Пришедший несколько мгновений молчал, и к обоим вплотную подступила напряжённая, ожидающая тишина.
— Ты бывал в Галерее? — спросил гость, и голос его на сей раз был холодно-спокоен, подобен пению альта в ледяных коридорах сковавшей тёмный замок зимы.
— Старик, не в силах ответить, кивнул.
Гость налил молоко из кувшина в продолговатый и ребристый, толстостенный стакан, подал ему.
— Там собрано лучшее, что есть в музыке, картинах и скульптуре. Все, отражающее древний, старый, нынешний и будущий мир. — Он поднял бокал и отпил плавно качнувшегося вина.
— Ты видел картины Лаана, Лины, Сиара? Тонкое, воздушное, светлое и вместе с тем строгое мастерство?.. — Голос Его, светлый и звучный, неслышно пел мелодию потерянной весны. — Среди людей им нет равных. Никто не смог даже подобраться к исчерпывающей точности, сквозящей в каждой из их картин, никто не смог остаться так радостен, сказочен и печален. — Пришедший посмотрел на солнце, в нескольких местах тонкими лучиками пробивающееся сюда. Капюшон сполз на плечи, открывая ниспадающие чёрные волосы, отливающие синевой. Глаза его ярко блеснули переливчатым серебром, светлая кожа словно озарилась изнутри сиянием живого божества.
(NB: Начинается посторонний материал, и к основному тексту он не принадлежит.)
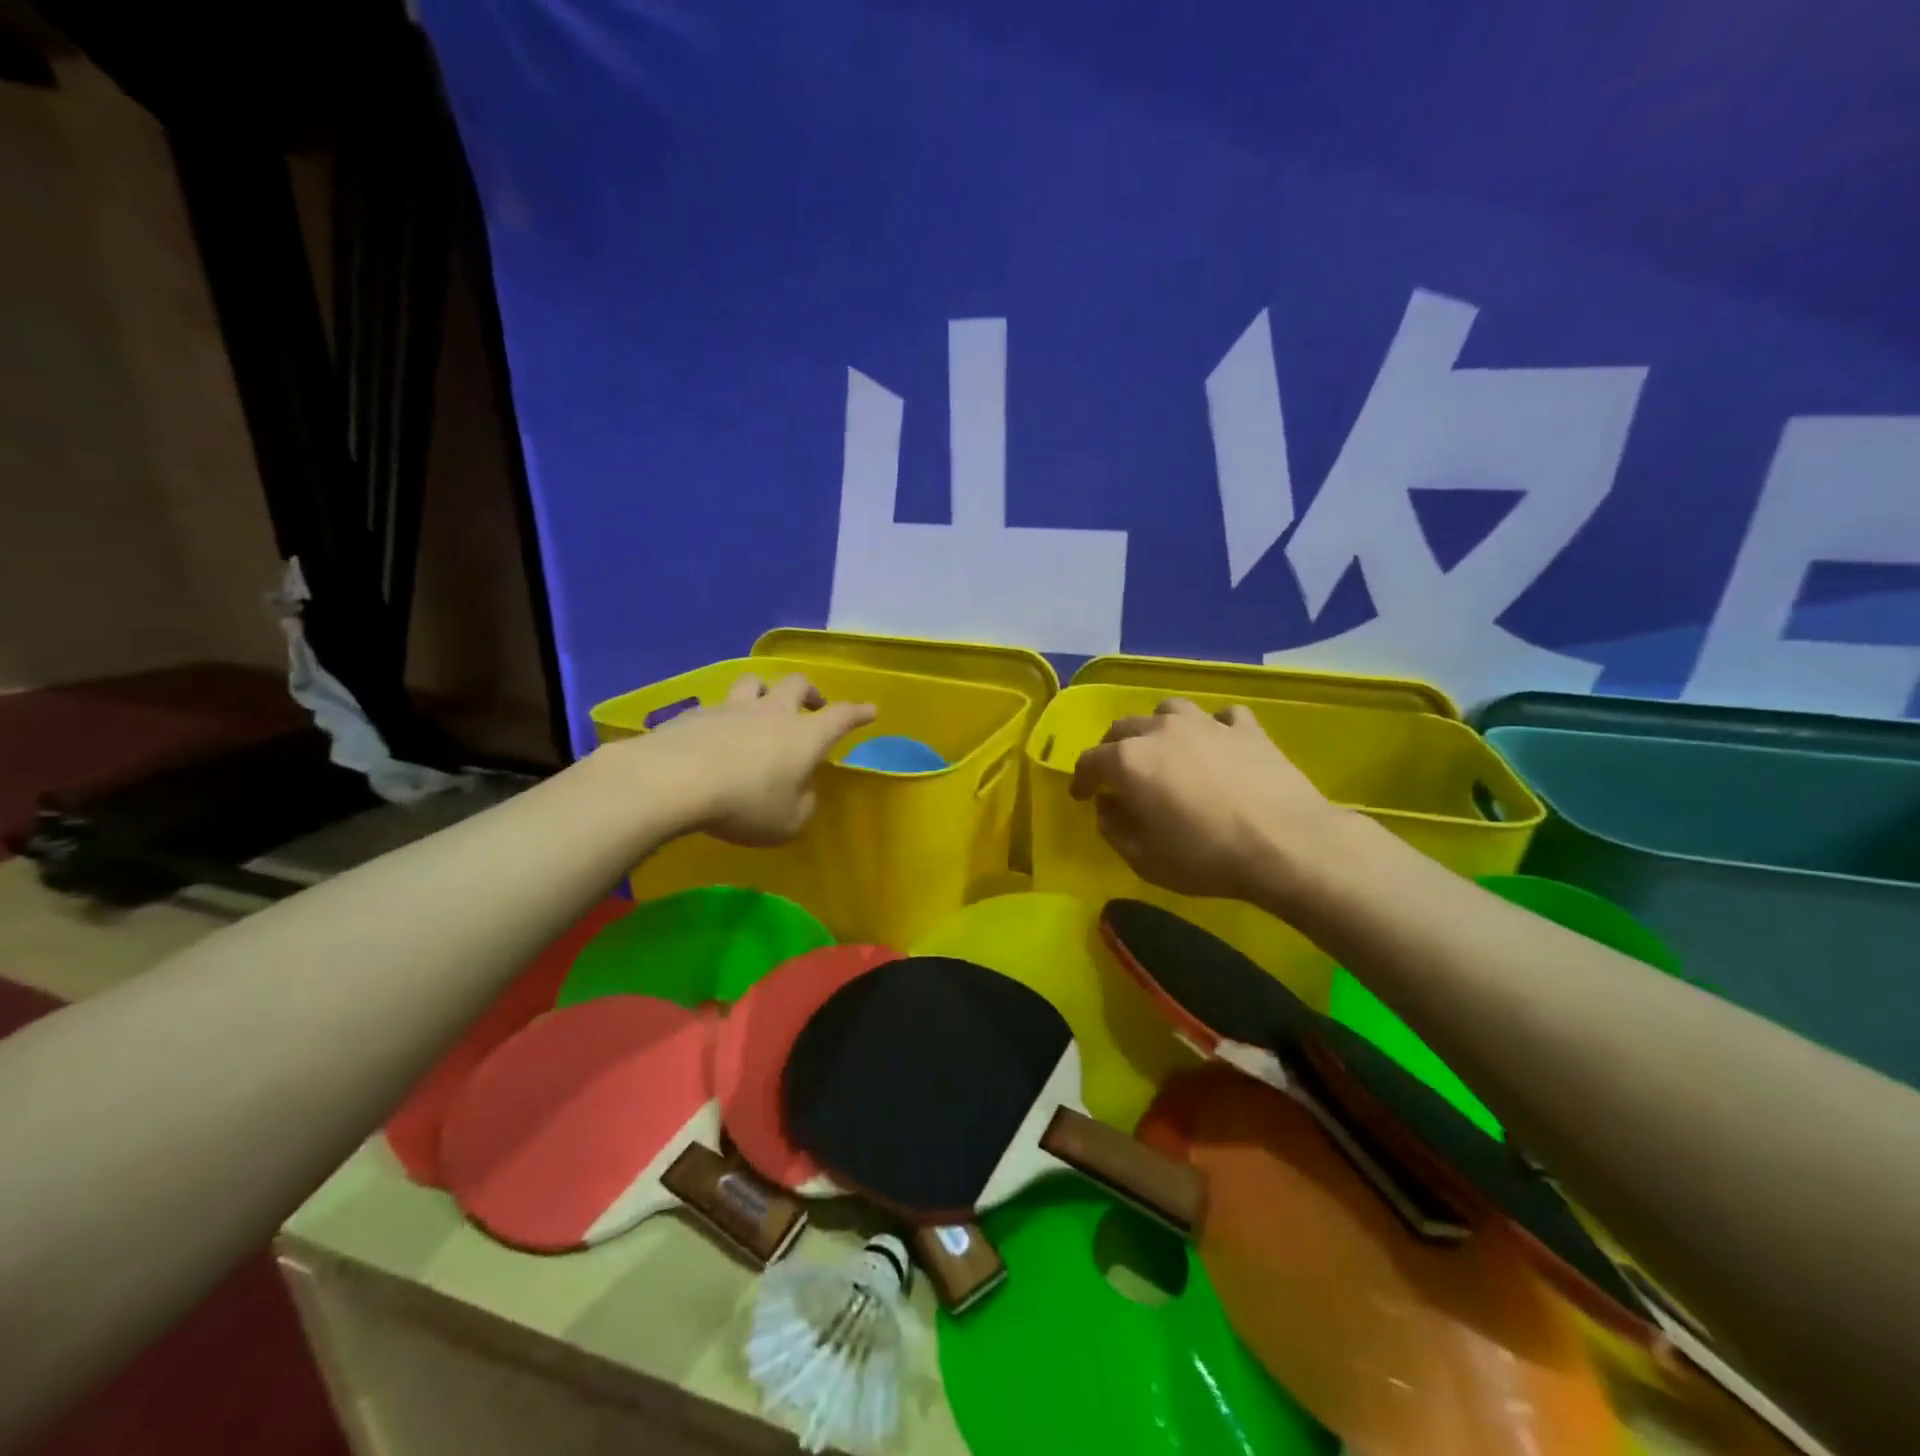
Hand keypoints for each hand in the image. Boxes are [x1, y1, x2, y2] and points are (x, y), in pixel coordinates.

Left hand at [641, 673, 875, 844]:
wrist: (674, 781)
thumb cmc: (744, 804)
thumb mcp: (787, 823)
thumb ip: (802, 805)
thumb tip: (802, 792)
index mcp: (804, 736)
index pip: (841, 717)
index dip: (857, 713)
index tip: (870, 709)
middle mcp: (771, 712)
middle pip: (796, 684)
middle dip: (810, 693)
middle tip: (813, 706)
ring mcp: (731, 708)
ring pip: (754, 683)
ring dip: (764, 691)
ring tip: (762, 707)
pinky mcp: (695, 715)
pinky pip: (716, 707)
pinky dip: (722, 717)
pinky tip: (714, 735)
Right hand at [1070, 699, 1345, 900]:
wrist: (1286, 844)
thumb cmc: (1205, 857)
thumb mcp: (1144, 859)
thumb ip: (1114, 828)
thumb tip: (1107, 806)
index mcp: (1129, 761)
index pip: (1089, 761)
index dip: (1080, 779)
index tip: (1081, 796)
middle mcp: (1161, 731)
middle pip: (1122, 728)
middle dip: (1112, 750)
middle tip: (1117, 775)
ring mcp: (1206, 724)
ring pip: (1168, 711)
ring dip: (1158, 728)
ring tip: (1165, 750)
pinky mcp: (1246, 728)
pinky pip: (1221, 718)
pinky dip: (1212, 729)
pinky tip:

— Рядом с ними работы людей выглядят лепнинными и нелепыми, неряшливыми и сладострастными. В них чувствуется яркость и ярость, видна мешанина цветов, постоянная погоня за ускользающим из рук. В каждой из них заключены убогость миропредставлений, скоротечность радости и расцвета, бегство от преследования и постоянный страх... Что могло бы случиться, если продолжать сравнивать нас?
— Явственное понимание, — поднимая опущенную голову, не задумываясь, ответил старик, глядя в Его глаза. — Есть младшие и старшие, низшие и высшие. Может ли быть иначе? Могут ли те, кто живёт больше, чем пять поколений людских, кто связан с тайными науками от рождения и постигает их втрое быстрее, чем самые способные из людей, кто созвучен этому миру, будучи рождён в его юности одной из Троих Творцов — Прекраснейшей, — могут ли они не быть совершеннее нас?.. — Старик осторожно, медленно вдохнул. — Было бы глупо и жестоко для себя и собственных детей не согласиться, смириться с этим раз и навсегда.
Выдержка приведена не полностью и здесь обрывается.